带有递归的随机数JavaScript

Question

I'm trying to create a javascript function that accepts 2 parameters min and max and generates a random number between the two integers. That part is easy.

Where things get rough is that I need to create a conditional that says

function generateNum (min, max) {
  var randNumber = Math.ceil(Math.random()*(max - min)+min);

  if (randNumber === max) {
    // store the result (probably in an array) and generate a new 
    // number with the same behavior as randNumber (e.g. it is also
    // stores it's total in the array and recursively "re-generates 
    // a new number until max is not hit)
  }
}

The idea is to recursive-ise this so that a running total of the number of max hits is stored, combined, and then returned.

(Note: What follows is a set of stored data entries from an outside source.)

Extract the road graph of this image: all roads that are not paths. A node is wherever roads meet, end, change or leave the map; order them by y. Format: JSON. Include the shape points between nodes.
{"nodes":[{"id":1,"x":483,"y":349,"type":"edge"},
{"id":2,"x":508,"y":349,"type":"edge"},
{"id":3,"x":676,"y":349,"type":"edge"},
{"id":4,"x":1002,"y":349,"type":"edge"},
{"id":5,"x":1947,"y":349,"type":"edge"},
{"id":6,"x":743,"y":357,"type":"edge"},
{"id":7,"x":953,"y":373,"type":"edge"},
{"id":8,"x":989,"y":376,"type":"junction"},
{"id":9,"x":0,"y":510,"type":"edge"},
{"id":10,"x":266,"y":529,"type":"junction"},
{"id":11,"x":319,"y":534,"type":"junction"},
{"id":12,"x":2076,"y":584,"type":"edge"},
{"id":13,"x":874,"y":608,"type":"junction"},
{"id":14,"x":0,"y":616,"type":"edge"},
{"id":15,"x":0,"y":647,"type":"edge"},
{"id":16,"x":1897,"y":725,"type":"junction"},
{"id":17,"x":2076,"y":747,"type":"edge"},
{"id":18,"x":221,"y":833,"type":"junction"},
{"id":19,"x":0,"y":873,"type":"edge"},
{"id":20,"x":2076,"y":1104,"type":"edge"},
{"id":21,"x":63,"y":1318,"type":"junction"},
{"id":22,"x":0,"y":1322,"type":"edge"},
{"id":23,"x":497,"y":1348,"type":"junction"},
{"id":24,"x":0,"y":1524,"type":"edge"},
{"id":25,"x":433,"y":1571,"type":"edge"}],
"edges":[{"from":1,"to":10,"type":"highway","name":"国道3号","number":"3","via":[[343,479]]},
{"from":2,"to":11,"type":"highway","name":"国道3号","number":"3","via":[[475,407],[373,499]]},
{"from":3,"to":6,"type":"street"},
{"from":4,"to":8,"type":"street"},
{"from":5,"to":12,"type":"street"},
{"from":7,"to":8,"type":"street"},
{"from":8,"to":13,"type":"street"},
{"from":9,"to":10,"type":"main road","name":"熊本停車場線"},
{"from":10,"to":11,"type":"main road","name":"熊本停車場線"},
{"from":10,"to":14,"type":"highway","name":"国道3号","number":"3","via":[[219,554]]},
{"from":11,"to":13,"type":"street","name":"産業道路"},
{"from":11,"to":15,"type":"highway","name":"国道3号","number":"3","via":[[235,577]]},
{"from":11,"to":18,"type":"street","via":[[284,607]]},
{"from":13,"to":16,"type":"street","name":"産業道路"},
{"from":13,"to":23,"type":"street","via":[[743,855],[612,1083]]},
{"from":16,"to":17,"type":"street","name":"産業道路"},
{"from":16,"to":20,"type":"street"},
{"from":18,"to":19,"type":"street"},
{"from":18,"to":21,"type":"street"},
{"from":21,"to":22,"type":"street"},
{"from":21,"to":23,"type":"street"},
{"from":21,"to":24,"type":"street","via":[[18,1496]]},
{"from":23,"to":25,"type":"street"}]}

For example: The script receives min / max parameters of 5/10 generateNum(5,10){} . If the value generated by randNumber were 5, 6, 7, 8, or 9 then there would be no recursion and the function would return that value. If the value generated by randNumber is 10 , then the value 10 is stored in an array and the function now "re-tries" recursively (meaning that as many times as 10 is generated, then that value is stored as an additional object in the array and the function re-tries). When the process stops (which could be infinite but has a parabolically decreasing probability of repeating with each recursion). The final number (5, 6, 7, 8, 9) would be added to the total of generated max values and the result would be returned.

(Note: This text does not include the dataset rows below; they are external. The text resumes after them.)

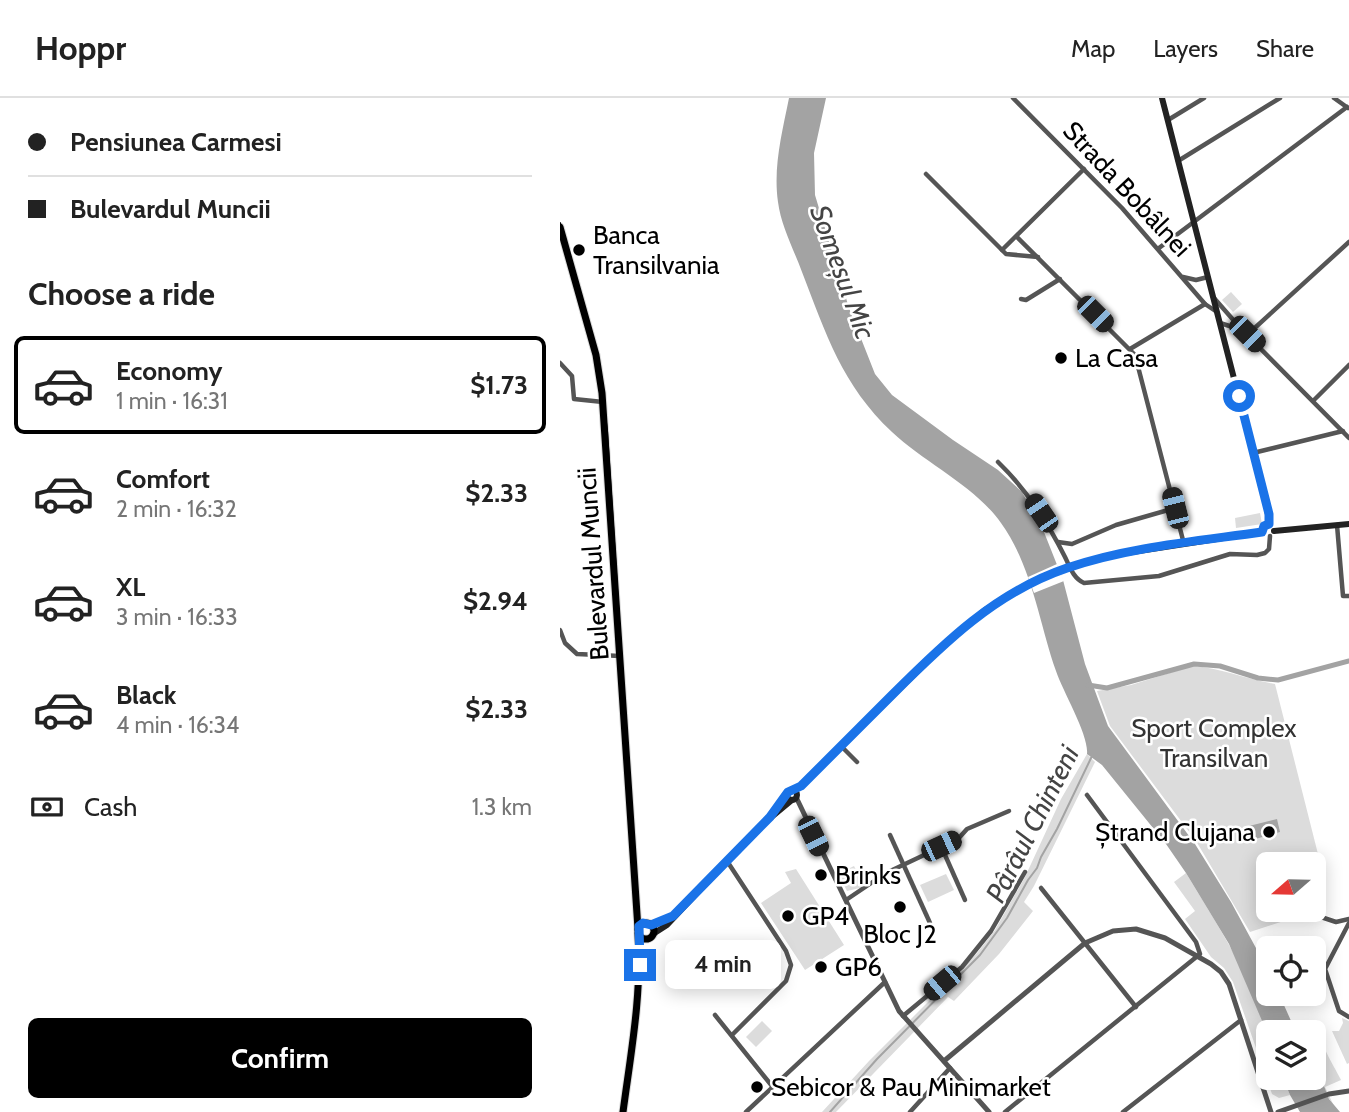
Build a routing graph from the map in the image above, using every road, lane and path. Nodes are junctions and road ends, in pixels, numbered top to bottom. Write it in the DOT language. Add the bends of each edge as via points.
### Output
graph roads {
  1 [pos="1013,98"];
  2 [pos="1162,98"];
  3 [pos="1203,98"];
  4 [pos="1280,98"];
  5 [pos="1334,98"];
  6 [pos="1348,108"];
  7 [pos="1168,120"];
  8 [pos="1178,161"];
  9 [pos="1084,169"];
  10 [pos="926,174"];
  11 [pos="1195,222"];
  12 [pos="560,227"];
  13 [pos="1017,237"];
  14 [pos="1349,242"];
  15 [pos="1158,248"];
  16 [pos="1002,250"];
  17 [pos="1038,257"];
  18 [pos="1182,276"];
  19 [pos="1209,277"];
  20 [pos="1060,279"];
  21 [pos="1213,297"];
  22 [pos="1021,299"];
  23 [pos="1205,304"];
  24 [pos="1217,312"];
  25 [pos="1220,323"];
  26 [pos="1245,333"];
  27 [pos="1130,349"];
  28 [pos="560,363"];
  29 [pos="1349,365"];
  30 [pos="1314,400"];
  31 [pos="603,402"];
  32 [pos="1343,430"];
  33 [pos="1349,438"];
  34 [pos="1253,453"];
  35 [pos="998,462"];
  36 [pos="1175,508"];
  37 [pos="1269,524"];
  38 [pos="1337,524"];
  39 [pos="1349,524"];
  40 [pos="1262,532"];
  41 [pos="1272,533"];
  42 [pos="1058,542"];
  43 [pos="1072,544"];
  44 [pos="1184,544"];
  45 [pos="1066,559"];
  46 [pos="1346,596"];
  47 [pos="560,630"];
  48 [pos="563,643"];
  49 [pos="620,656"];
  50 [pos="841,746"];
  51 [pos="857,762"];
  52 [pos="1087,795"];
  53 [pos="793,797"];
  54 [pos="1009,811"];
  55 [pos="890,835"];
  56 [pos="941,846"];
  57 [pos="727,860"];
  58 [pos="904,864"];
  59 [pos="1025,872"];
  60 [pos="1041,888"];
  61 [pos="965,900"];
  62 [pos="845,901"];
  63 [pos="636,904"];
  64 [pos="673,916"];
  65 [pos="1326,919"];
  66 [pos="1349,921"];
  67 [pos="930,923"];
  68 [pos="650,924"];
  69 [pos="638,931"];
  70 [pos="651,936"];
  71 [pos="1085,943"];
  72 [pos="1199,955"];
  73 [pos="640,966"];
  74 [pos="885,982"];
  75 [pos="1136,1007"];
  76 [pos="715,1015"];
  77 [pos="1349,1017"];
  78 [pos="904,1019"];
  79 [pos="1241,1019"];
  80 [pos="732,1035"];
  81 [pos="944,1060"];
  82 [pos="950,1068"];
  83 [pos="772,1086"];
  84 [pos="1349,1091"];
  85 [pos="987,1111"];
  86 [pos="623,1112"];
  87 [pos="746,1112"];
  88 [pos="910,1112"];
  89 [pos="1006,1112"];
  90 [pos="1123,1112"];
  91 [pos="1271,1112"];
  92 [pos="1278,1112"];
  1 -- 9 [label="street, Strada Bobâlnei"];
  2 -- 7 [label="main road"];
  3 -- 7 [label="street"];
  4 -- 8 [label="street"];
  5 -- 6 [label="street"];
  6 -- 11 [label="street"];
  7 -- 8 [label="main road"];
  8 -- 11 [label="main road"];
  9 -- 13 [label="street"];
  9 -- 15 [label="street, Strada Bobâlnei"];
  10 -- 16 [label="street"];
  11 -- 15 [label="street"];
  11 -- 19 [label="main road"];
  12 -- 31 [label="main road, Bulevardul Muncii" via="596,355"];
  13 -- 16 [label="street"];
  13 -- 17 [label="street"];
  14 -- 26 [label="street"];
  15 -- 18 [label="street, Strada Bobâlnei"];
  16 -- 17 [label="street"];
  17 -- 20 [label="street"];
  18 -- 19 [label="street, Strada Bobâlnei"];
  18 -- 23 [label="street, Strada Bobâlnei"];
  19 -- 21 [label="main road"];
  20 -- 22 [label="street"];
  20 -- 27 [label="street"];
  21 -- 24 [label="main road"];
  21 -- 26 [label="street"];
  23 -- 24 [label="street, Strada Bobâlnei"];
  23 -- 27 [label="street"];
  24 -- 25 [label="main road"];
  25 -- 26 [label="street"];
  25 -- 34 [label="main road"];
  26 -- 30 [label="street"];
  27 -- 36 [label="street" via="1137,358"];
  28 -- 31 [label="street" via="572,376 573,399"];
  29 -- 30 [label="street"];
  30 -- 32 [label="street"];
  31 -- 49 [label="main road, Bulevardul Muncii"];
  32 -- 33 [label="street"];
  32 -- 34 [label="street"];
  34 -- 37 [label="main road"];
  35 -- 42 [label="street" via="1026,491"];
  36 -- 43 [label="street"];
  36 -- 44 [label="street"];
  37 -- 40 [label="main road"];
  37 -- 41 [label="main road"];
  38 -- 39 [label="main road"];
  38 -- 41 [label="main road"];
  38 -- 46 [label="street"];
  40 -- 41 [label="main road" via="1265,536"];
  40 -- 44 [label="main road"];
  41 -- 45 [label="street" via="1269,549 1262,554 1230,554 1159,576 1084,583"];
  42 -- 43 [label="street"];
  42 -- 45 [label="street"];
  43 -- 45 [label="street"];
  44 -- 50 [label="main road, bridge" via="1103,557 1027,585 985,610 950,639"];
  47 -- 48 [label="street"];
  48 -- 49 [label="street" via="582,655"];
  49 -- 63 [label="main road, Bulevardul Muncii"];
  50 -- 51 [label="street"];
  50 -- 53 [label="main road"];
  52 -- 72 [label="street" via="1196,942"];
  53 -- 57 [label="main road"];
  53 -- 62 [label="street"];
  54 -- 56 [label="street"];
  55 -- 58 [label="street"];
  56 -- 58 [label="street"];
  56 -- 61 [label="street"];
  57 -- 64 [label="main road"];
  57 -- 80 [label="street" via="791,965 786,981"];
  58 -- 62 [label="street"];
  58 -- 67 [label="street"];
  59 -- 78 [label="street" via="991,931 962,967"];
  60 -- 71 [label="street"];
  62 -- 74 [label="street"];
  63 -- 68 [label="main road"];
  63 -- 69 [label="main road, Bulevardul Muncii"];
  64 -- 68 [label="main road"];
  64 -- 70 [label="main road"];
  65 -- 66 [label="street"];
  66 -- 77 [label="street" via="1325,969 1339,1011"];
  68 -- 69 [label="main road" via="643,923"];
  68 -- 70 [label="main road"];
  69 -- 70 [label="main road" via="644,938"];
  69 -- 73 [label="main road, Bulevardul Muncii"];
  70 -- 73 [label="main road, Bulevardul Muncii"];
  71 -- 72 [label="street" via="1114,931 1136,929"];
  71 -- 75 [label="street"];
  71 -- 81 [label="street"];
  72 -- 75 [label="street"];
  72 -- 79 [label="street" via="1229,984"];
  73 -- 86 [label="main road, Bulevardul Muncii"];
  74 -- 78 [label="street"];
  74 -- 83 [label="street"];
  75 -- 89 [label="street"];
  76 -- 80 [label="street"];
  78 -- 81 [label="street"];
  79 -- 90 [label="street"];
  79 -- 91 [label="street"];
  80 -- 83 [label="street"];
  81 -- 82 [label="street"];
  82 -- 85 [label="street"];
  82 -- 88 [label="street"];
  83 -- 87 [label="street"];
  84 -- 92 [label="street"];
}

Quite an unusual mathematic scenario, let me know how I can clarify if that doesn't make sense.

Answer 1

That part is easy.

Not as easy as you think... The algorithm that you have is broken; it will almost never give you the minimum value. Use the Math.floor method instead, and add one to the range:

var randNumber = Math.floor(Math.random() * (max - min + 1)) + min;

To do this recursively is simple, just call the method from itself:

function generateNum (min, max) {
  var randNumber = Math.floor(Math.random()*(max - min + 1)) + min;
  if (randNumber == max) {
    randNumber += generateNum(min, max);
  }
  return randNumber;
}

You can also solve this without recursion:

function generateNum (min, max) {
  var randNumber = 0;
  do {
    var num = Math.floor(Math.random()*(max - min + 1)) + min;
    randNumber += num;
  } while (num == max);
  return randNumber;
}

There is no need to use an array in either case, as you don't need the seprate values in the end, you only need the sum of the values.

Answer 2

I assume that you don't really need a recursive solution since you tagged this for-loop . This will return the number of times the max number was picked:

function generateNum (min, max) {
    var diff = max - min;
    if(diff <= 0)
        return;

    for(var i = 0; diff == Math.floor(Math.random()*(diff + 1)); i++);

    return i;
}

Example outputs:

generateNum(1,2)  // 3
generateNum(1,2)  // 1
generateNum(1,2)  // 0
generateNum(5,10) // 0
generateNum(5,10) // 1

Answer 3

Recursive method:

function generateNum (min, max) {
  var res = Math.floor(Math.random() * (max - min + 1)) + min;

  return (res === max) ? [res].concat(generateNum(min, max)) : res;
}

Answer 4

Two things:

1) the probability to roll 10 stays (theoretically the same on each roll (re-try)), the low probability is of hitting n times 10 in a row

2) I don't see why recursion is needed, what about a while loop?

 var randNumber;
 var arr = [];
 while ((randNumber = Math.ceil(Math.random()*(max - min)+min)) === max) {
   arr.push(
 }

Answer 5

I'd consider an idea that you don't need to use not only recursion and arrays but not even a for loop. I think you need a simple expression like this one (separated into three for clarity):

function generateNum (min, max)
{
    var randTail = Math.floor(Math.random()*(max - min)+min);
    var randRepeatMax = Math.floor(Math.log(Math.random()) / Math.log(1/(max-min+1)));
    return randRepeatMax*max + randTail;
}

Assuming one random number is as good as another, this should give you the same distribution of values as the straightforward loop.